**To do:** If a line in the data below holds the word "each", copy it.

━━━━━ Entries provided

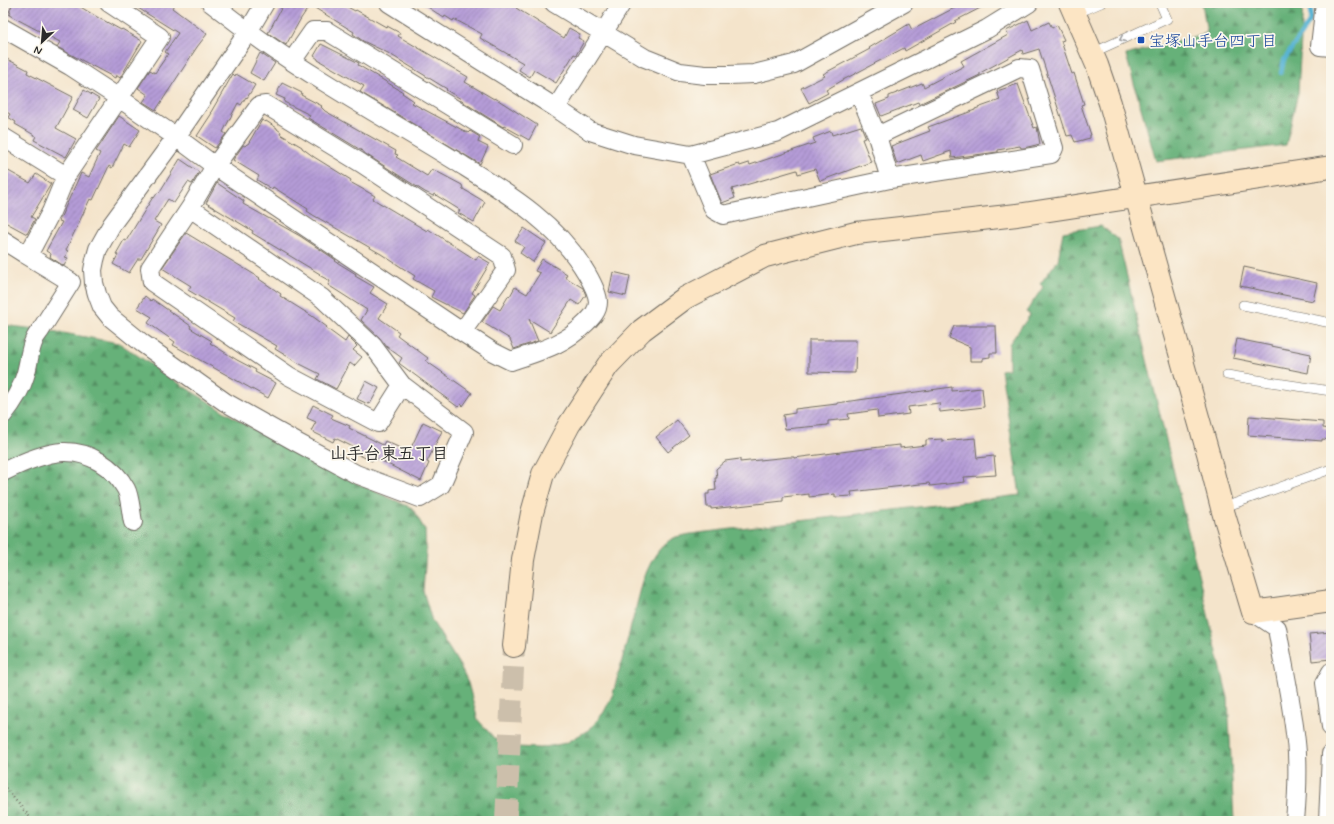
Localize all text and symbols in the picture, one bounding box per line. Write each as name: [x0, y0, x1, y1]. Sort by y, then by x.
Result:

━━━━━━━━━━
━━━━━ Entries provided

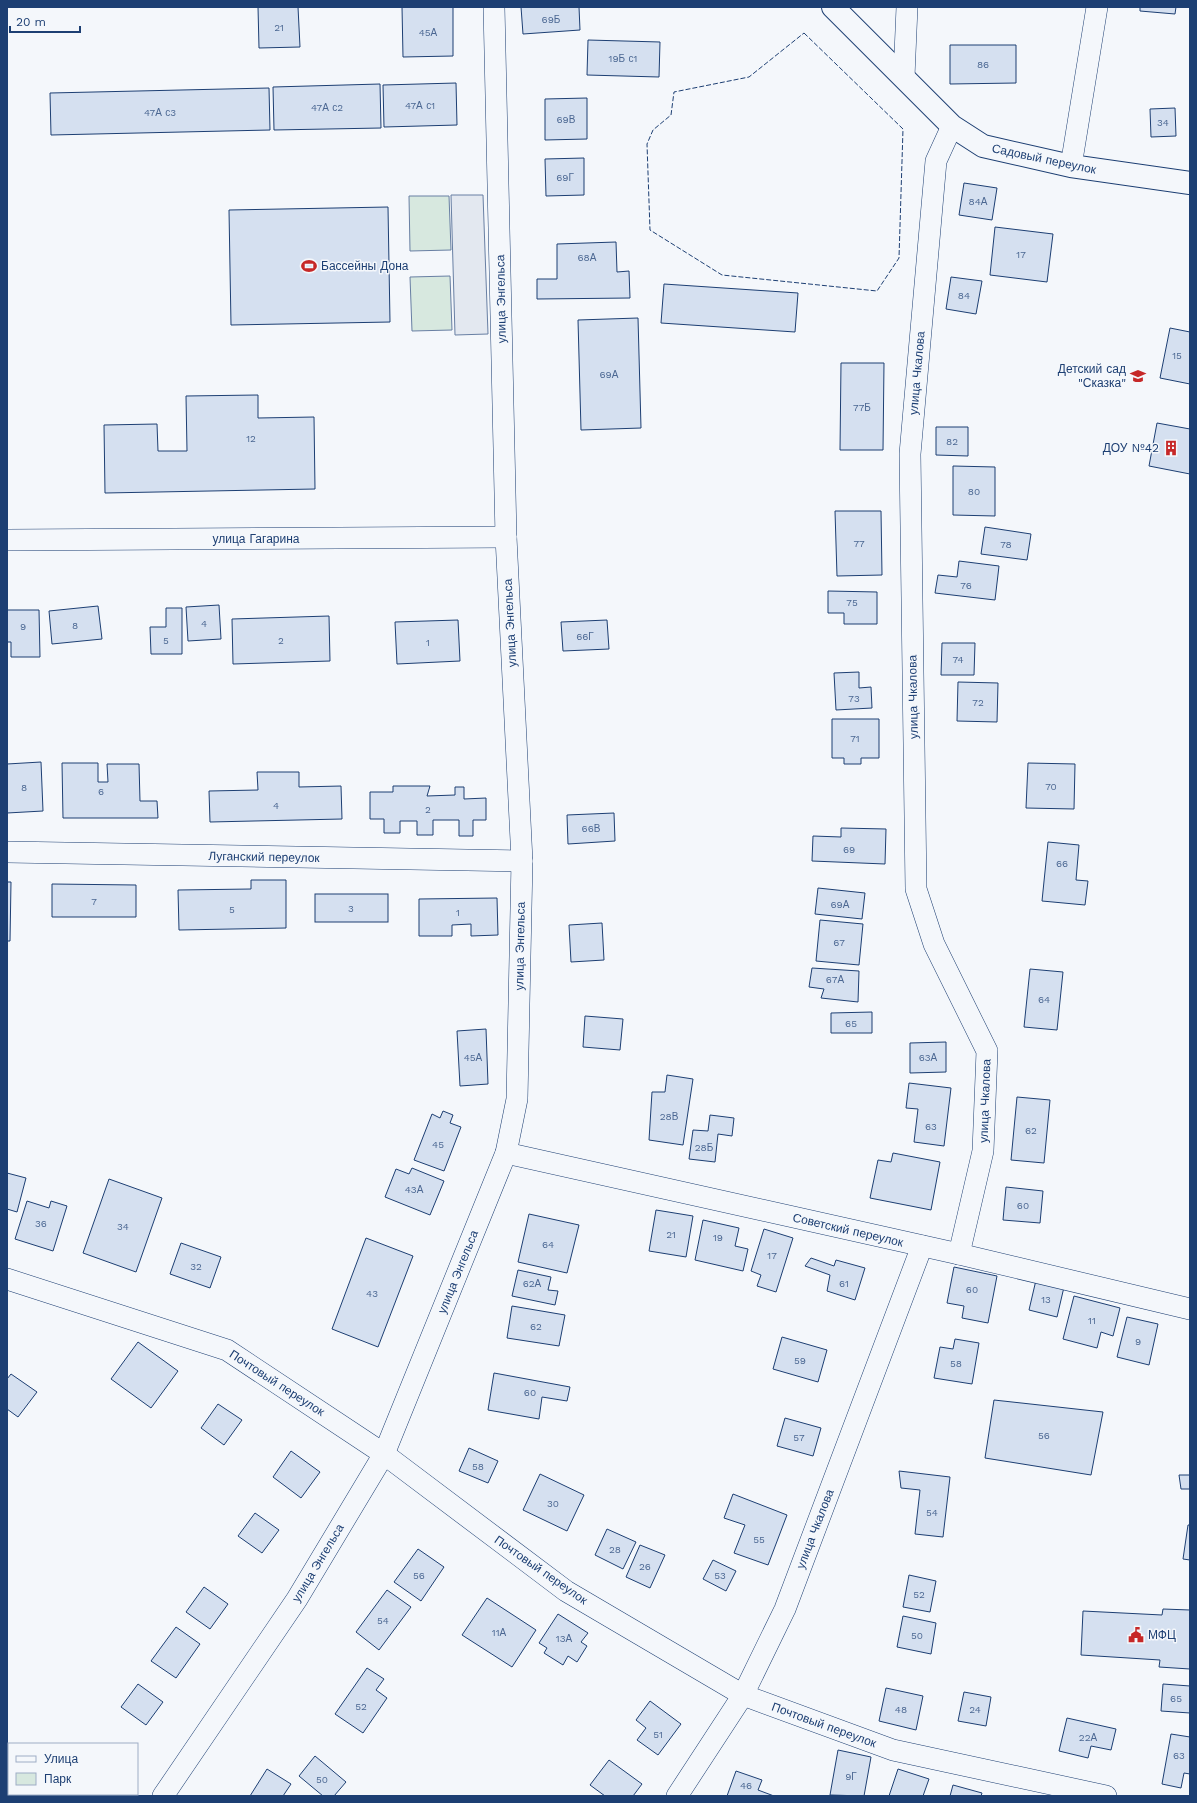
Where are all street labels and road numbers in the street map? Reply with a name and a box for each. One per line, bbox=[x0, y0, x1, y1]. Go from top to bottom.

━━━━━━━━━━

**Answer box:**
Localize all text and symbols in the picture, one bounding box per line. Write each as name: [x0, y0, x1, y1]. Sort by y, then by x.
Where are all street labels and road numbers in the street map? Reply with a name and a box for each. One per line, bbox=[x0, y0, x1, y1]. Go from top to bottom.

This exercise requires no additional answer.